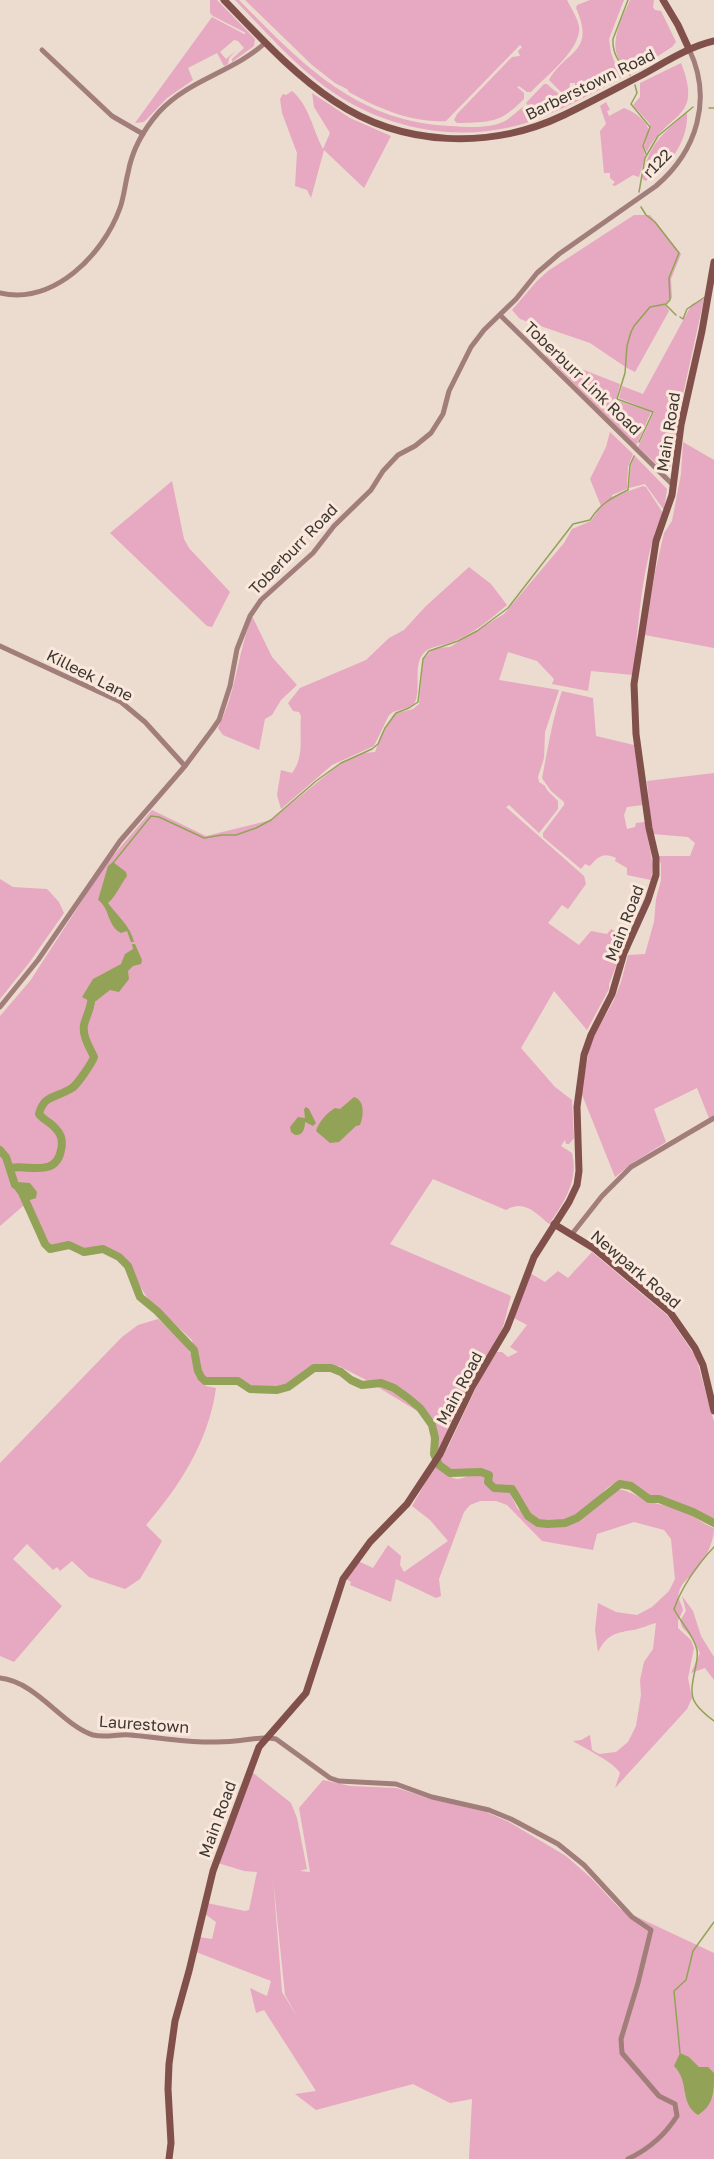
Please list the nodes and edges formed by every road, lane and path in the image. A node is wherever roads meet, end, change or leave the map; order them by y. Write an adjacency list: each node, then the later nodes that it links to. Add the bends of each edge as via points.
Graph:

* * *

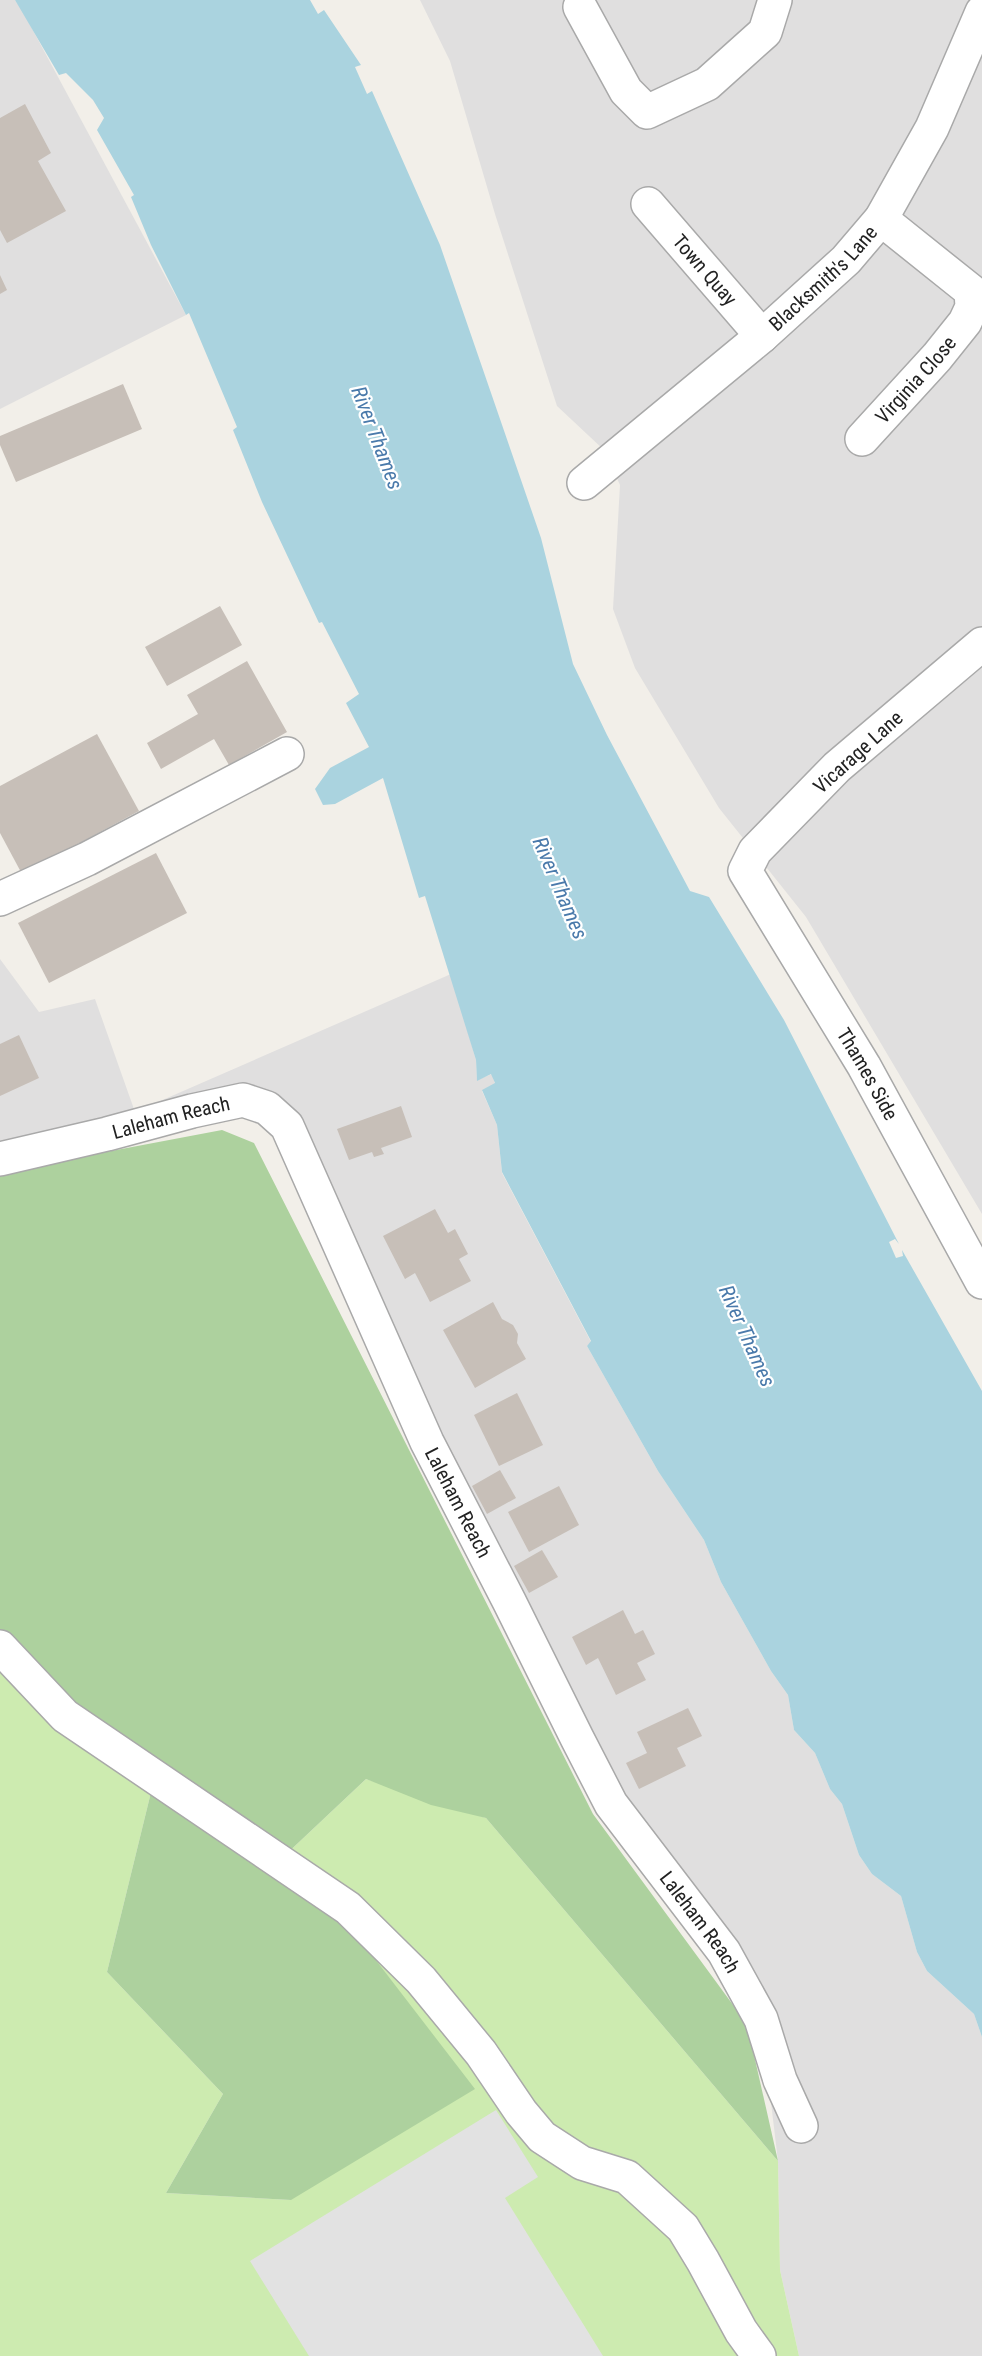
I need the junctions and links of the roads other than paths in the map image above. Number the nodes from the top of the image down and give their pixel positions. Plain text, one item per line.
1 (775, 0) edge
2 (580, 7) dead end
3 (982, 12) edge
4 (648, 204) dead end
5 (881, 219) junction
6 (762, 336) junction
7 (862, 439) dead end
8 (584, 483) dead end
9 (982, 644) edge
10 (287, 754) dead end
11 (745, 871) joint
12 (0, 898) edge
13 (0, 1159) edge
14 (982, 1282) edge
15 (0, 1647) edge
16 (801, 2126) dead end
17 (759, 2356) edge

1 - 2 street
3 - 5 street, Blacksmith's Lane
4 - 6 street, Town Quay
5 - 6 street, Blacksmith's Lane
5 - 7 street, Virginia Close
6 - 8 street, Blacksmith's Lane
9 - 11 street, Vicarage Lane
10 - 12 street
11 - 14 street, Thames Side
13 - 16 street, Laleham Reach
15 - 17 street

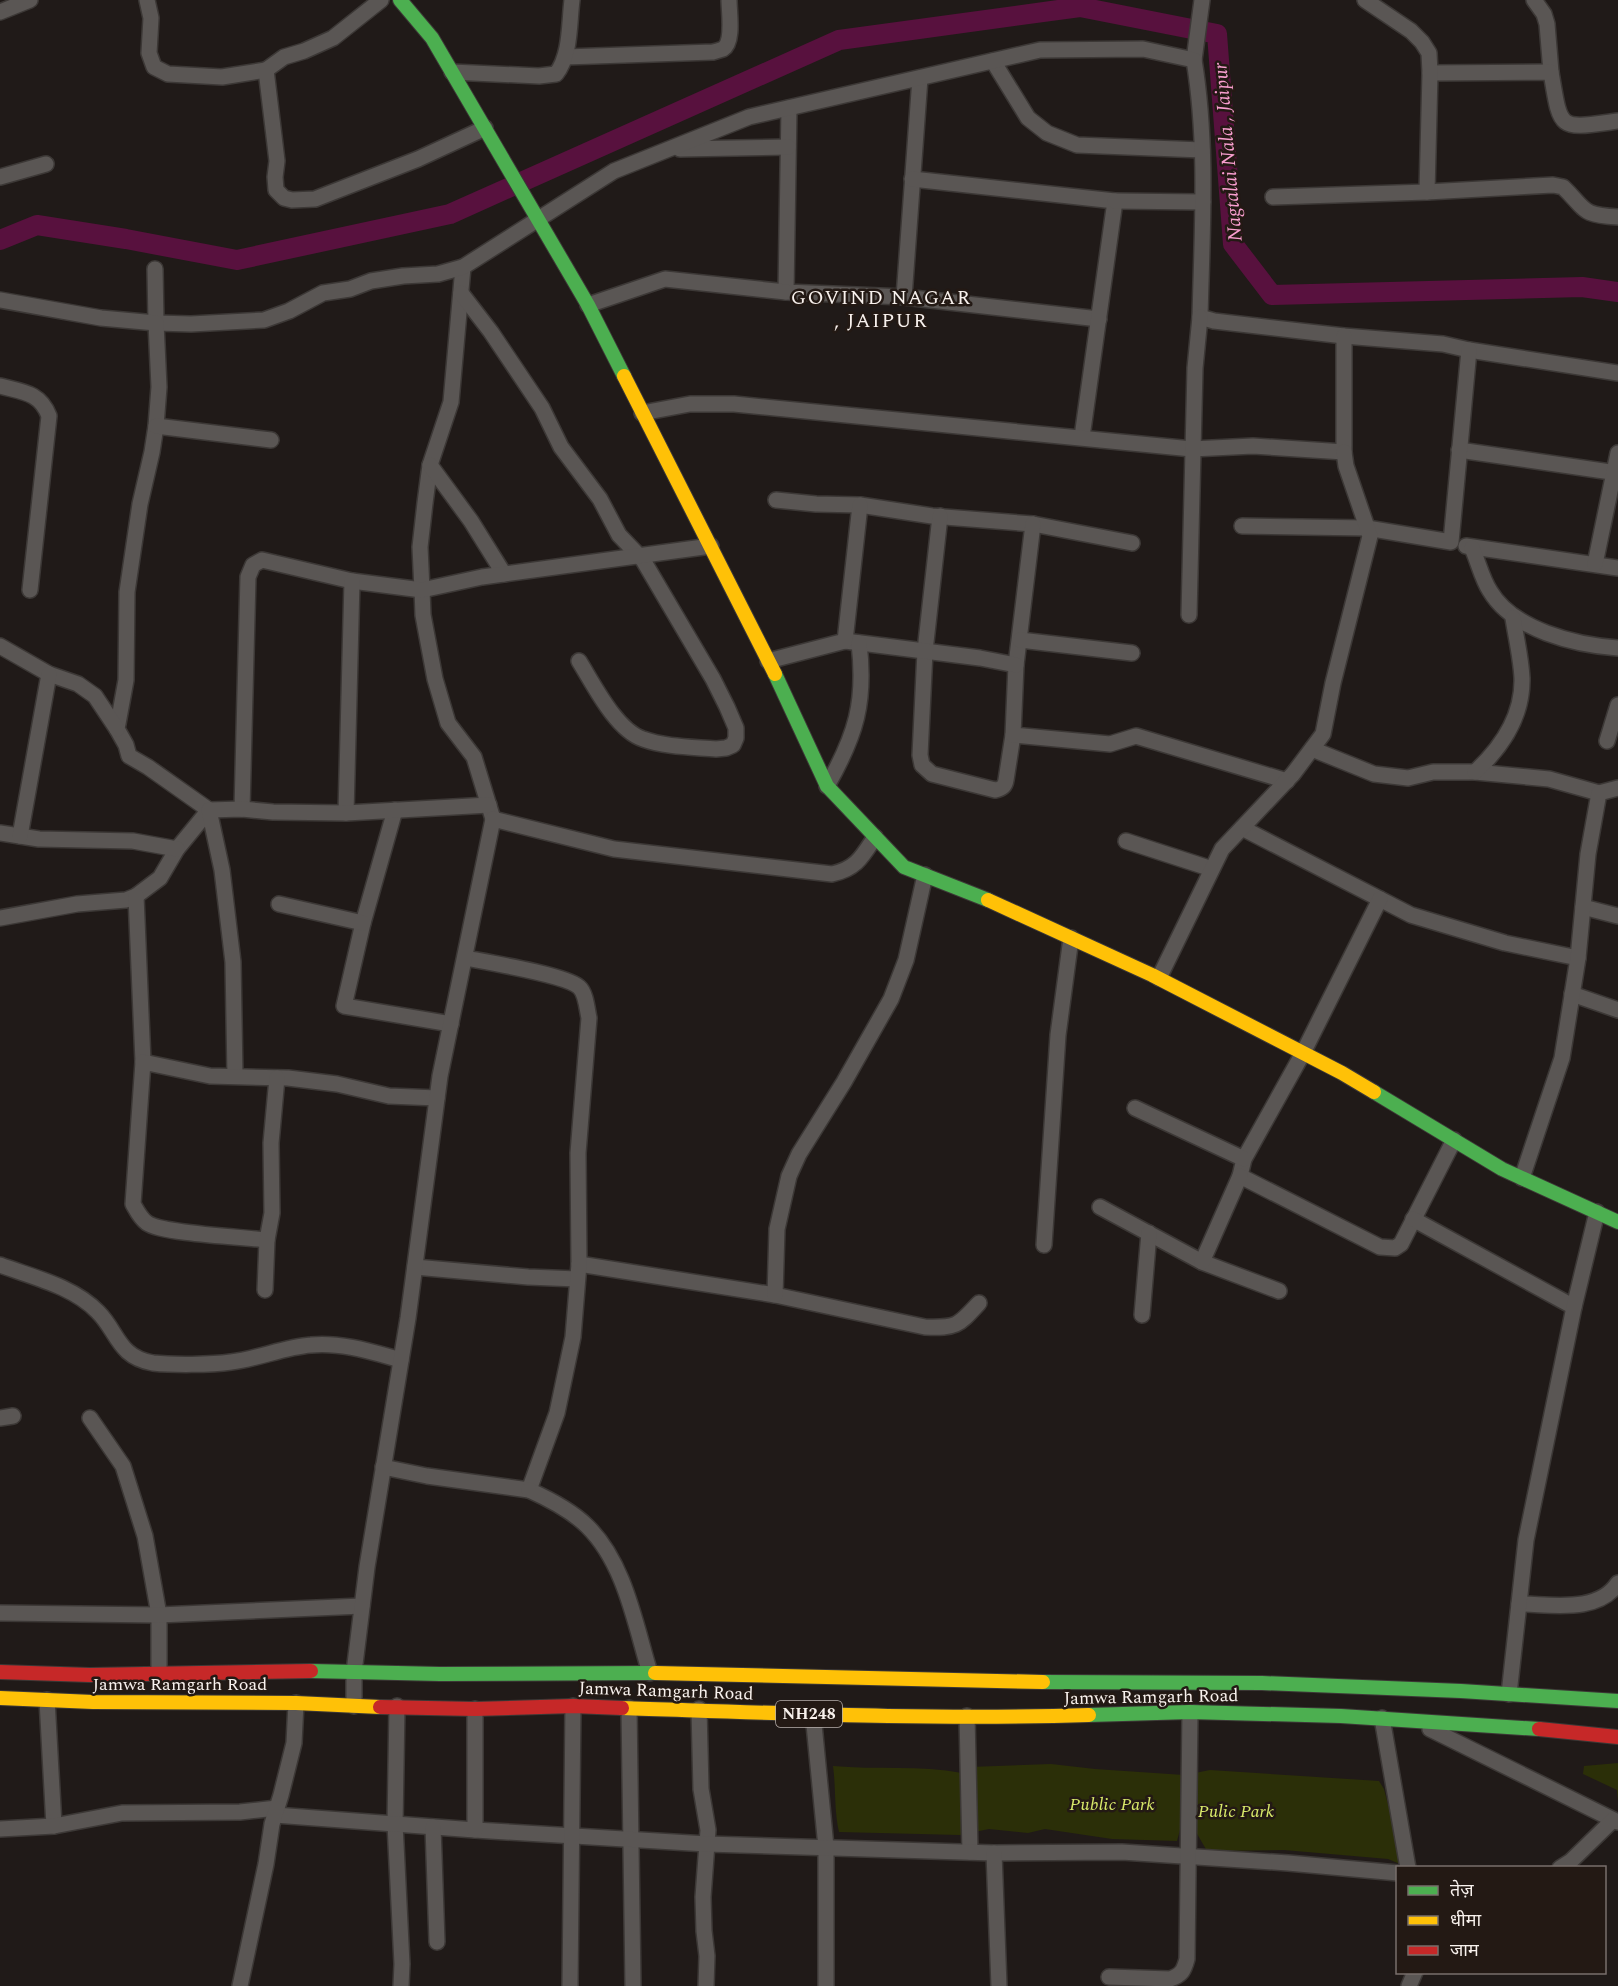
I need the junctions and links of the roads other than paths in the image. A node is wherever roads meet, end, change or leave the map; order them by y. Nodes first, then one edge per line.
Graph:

▶ **Description of the task**: Working through the records above, copy each line in which "meet" is found.

▶ **Response below**:
Please list the nodes and edges formed by every road, lane and path in the image. A node is wherever roads meet, end, change or leave the map; order them by y. Write an adjacency list: each node, then the later nodes that it links to. Add the bends of each edge as via points.
I need the junctions and links of the roads other than paths in the image. A node is wherever roads meet, end, change or leave the map; order them by y. Nodes first, then one edge per line.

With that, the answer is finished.